Si hubo un lugar
en San Cristóbal durante la década de los 80 que ocupó el primer lugar en mi
mapa emocional, fue la Casa Serizawa, ubicada en la carrera 6 entre calles 7 y 8. No era solo una tienda. Era un santuario.
Un portal hacia el futuro, escondido entre las calles de una ciudad que aún se
debatía entre lo tradicional y lo moderno.
I. Un mundo
dentro de otro mundo
La Casa Serizawa ofrecía mercancía variada, sí, pero lo hacía con una elegancia silenciosa. Electrónica, instrumentos musicales, cámaras fotográficas, lentes, cristalería, juegos de mesa…
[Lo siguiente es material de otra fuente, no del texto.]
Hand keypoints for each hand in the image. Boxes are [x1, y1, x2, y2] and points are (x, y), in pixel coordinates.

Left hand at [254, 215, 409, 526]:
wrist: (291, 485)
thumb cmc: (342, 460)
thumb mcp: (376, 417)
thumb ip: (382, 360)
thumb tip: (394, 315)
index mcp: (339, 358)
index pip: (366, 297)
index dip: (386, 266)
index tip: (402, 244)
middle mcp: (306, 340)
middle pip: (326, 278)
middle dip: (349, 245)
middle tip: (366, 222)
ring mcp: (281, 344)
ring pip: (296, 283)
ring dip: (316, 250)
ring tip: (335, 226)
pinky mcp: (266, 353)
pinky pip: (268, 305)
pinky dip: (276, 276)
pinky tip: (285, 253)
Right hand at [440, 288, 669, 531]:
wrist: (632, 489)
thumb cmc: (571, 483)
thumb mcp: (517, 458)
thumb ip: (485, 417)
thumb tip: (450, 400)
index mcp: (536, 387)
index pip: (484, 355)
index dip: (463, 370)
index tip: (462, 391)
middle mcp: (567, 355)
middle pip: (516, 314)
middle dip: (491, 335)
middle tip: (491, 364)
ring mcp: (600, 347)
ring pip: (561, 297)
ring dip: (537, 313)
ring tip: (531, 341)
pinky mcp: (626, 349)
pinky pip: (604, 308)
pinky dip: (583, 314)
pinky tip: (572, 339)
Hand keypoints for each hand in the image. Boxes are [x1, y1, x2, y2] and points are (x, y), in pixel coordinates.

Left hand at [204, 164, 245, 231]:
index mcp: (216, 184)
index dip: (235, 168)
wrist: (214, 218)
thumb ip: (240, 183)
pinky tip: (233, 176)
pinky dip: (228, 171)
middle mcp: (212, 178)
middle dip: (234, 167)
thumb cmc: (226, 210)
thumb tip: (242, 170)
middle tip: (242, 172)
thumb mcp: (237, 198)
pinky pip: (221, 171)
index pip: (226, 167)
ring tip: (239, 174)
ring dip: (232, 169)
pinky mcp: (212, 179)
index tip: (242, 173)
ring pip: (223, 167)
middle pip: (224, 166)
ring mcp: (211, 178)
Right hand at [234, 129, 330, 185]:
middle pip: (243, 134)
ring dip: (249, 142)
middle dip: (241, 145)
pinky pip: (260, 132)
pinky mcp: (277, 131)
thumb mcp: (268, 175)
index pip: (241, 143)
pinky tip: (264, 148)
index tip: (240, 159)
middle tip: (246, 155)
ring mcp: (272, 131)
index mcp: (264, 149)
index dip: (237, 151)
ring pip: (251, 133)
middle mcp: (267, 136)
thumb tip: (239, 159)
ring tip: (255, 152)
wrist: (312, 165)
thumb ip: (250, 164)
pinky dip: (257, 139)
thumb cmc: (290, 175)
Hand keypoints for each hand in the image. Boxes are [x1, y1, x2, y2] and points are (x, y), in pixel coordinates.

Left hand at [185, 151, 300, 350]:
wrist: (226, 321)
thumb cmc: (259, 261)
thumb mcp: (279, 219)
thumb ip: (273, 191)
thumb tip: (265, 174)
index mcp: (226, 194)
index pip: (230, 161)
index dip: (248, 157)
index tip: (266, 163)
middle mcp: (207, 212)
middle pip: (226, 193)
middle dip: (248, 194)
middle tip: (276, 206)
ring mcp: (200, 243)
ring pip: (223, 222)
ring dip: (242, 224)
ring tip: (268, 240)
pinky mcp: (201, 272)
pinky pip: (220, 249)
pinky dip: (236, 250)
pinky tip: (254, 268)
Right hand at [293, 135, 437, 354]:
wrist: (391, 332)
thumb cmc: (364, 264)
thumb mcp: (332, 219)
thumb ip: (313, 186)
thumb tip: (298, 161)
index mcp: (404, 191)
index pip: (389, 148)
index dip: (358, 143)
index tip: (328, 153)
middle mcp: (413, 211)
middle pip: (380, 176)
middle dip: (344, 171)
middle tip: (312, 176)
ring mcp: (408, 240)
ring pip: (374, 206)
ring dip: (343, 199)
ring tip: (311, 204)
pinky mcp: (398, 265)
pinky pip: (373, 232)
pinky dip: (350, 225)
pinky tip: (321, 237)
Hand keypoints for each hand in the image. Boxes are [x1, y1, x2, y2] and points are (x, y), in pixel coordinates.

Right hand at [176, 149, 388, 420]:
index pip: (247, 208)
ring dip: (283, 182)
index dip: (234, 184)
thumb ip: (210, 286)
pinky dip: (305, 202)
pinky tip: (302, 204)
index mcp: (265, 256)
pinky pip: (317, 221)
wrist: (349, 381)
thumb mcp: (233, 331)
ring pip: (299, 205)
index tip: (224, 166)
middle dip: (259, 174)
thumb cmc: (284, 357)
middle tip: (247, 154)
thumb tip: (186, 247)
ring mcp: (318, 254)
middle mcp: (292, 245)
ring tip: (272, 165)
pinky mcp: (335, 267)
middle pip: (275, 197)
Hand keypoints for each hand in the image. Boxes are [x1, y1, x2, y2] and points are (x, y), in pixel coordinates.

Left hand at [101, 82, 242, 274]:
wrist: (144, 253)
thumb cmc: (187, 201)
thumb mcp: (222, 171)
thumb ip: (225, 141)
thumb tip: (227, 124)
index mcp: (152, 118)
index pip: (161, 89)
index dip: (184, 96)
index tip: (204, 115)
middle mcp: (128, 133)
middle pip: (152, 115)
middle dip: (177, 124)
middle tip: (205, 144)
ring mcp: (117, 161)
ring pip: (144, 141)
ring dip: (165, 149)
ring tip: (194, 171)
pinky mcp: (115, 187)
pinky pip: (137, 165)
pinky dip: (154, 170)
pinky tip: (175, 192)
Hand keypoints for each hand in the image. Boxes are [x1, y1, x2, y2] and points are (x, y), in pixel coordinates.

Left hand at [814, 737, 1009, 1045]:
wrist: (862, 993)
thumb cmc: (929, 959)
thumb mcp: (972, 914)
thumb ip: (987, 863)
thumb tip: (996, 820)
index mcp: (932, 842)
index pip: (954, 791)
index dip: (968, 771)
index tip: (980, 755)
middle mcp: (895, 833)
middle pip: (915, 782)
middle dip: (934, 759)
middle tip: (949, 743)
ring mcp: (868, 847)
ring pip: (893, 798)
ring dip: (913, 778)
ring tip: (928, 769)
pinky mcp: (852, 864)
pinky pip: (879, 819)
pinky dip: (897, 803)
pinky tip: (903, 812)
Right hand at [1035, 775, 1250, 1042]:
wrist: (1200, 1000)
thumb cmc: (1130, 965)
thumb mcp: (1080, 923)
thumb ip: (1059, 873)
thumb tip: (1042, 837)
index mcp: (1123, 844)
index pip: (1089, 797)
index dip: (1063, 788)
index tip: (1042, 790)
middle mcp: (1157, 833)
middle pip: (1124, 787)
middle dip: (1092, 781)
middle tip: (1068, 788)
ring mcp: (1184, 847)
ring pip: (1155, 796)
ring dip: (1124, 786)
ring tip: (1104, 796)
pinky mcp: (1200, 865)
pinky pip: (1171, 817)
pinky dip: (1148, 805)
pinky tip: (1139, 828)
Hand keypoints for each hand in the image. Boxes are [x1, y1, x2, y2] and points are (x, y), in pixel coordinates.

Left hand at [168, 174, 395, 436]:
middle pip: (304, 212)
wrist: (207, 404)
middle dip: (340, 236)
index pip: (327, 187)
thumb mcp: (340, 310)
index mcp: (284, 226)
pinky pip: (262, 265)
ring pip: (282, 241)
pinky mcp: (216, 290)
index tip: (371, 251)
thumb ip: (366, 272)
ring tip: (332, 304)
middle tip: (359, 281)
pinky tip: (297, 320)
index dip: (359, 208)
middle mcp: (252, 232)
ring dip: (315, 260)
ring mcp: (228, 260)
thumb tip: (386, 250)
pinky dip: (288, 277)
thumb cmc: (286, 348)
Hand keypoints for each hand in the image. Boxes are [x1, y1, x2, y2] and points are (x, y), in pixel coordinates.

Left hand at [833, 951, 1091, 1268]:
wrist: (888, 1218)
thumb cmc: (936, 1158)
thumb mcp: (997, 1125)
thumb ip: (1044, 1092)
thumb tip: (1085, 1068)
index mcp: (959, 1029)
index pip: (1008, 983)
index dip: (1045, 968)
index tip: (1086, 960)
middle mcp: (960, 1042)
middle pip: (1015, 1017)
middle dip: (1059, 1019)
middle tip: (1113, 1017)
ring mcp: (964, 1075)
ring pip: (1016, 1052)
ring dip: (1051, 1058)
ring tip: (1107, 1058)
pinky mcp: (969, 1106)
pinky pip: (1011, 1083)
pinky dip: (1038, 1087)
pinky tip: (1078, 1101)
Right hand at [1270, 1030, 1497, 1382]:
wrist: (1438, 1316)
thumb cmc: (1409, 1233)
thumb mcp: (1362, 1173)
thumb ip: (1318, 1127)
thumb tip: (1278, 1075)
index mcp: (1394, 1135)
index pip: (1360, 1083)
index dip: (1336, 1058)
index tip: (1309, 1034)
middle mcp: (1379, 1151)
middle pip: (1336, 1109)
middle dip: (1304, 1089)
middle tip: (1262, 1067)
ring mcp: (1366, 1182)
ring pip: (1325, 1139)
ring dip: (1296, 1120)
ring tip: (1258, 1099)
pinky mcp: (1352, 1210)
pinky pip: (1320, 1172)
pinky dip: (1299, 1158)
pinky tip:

Todo dispuesto con precisión, como si cada objeto tuviera una
misión que cumplir en nuestras vidas. Era un mundo de adelantos tecnológicos al
alcance de la mano, y cada visita era una expedición al asombro.
Los pasillos
estaban impregnados de una atmósfera distinta. No era solo el olor a cartón
nuevo o a plástico recién desempacado. Era la presencia misma de la tecnología,
como si los objetos respiraran una promesa de futuro.
II. El respeto como norma
En la caja,
siempre japoneses. Serios, sobrios, impecables. La sola expresión de sus
rostros bastaba para entender que allí no se pedían rebajas. Todo era de
calidad. Todo tenía un valor que no se negociaba, porque detrás de cada
producto había una ética, una cultura, una forma de entender el mundo.
III. Kodak,
Casio y el ajedrez como rito
Cuando queríamos
comprar una nueva cámara fotográfica, sabíamos que las mejores opciones —Kodak
o Fuji— estaban allí. Si el deseo era un reloj digital Casio, con cronómetro de
milisegundos, no había otra tienda en mente. Y si la búsqueda era por juegos de
mesa como Pictionary, Tabú, un dominó o un buen tablero de ajedrez, la Casa
Serizawa respondía con generosidad.
Cada compra era
más que una transacción. Era una iniciación. Un paso hacia la adultez
tecnológica que empezaba a instalarse en los hogares de San Cristóbal.
IV. Un templo sin incienso, pero con circuitos
La Casa Serizawa
fue, para muchos de nosotros, una especie de templo sagrado. No tenía altares
ni velas, pero sí vitrinas que brillaban con la promesa de lo nuevo. Allí
empezaron a aparecer las necesidades tecnológicas, no como caprichos, sino como
señales de que el mundo estaba cambiando, y nosotros con él.
Solo con la historia narrada de un pueblo, se conseguirá la fama de sus pobladores.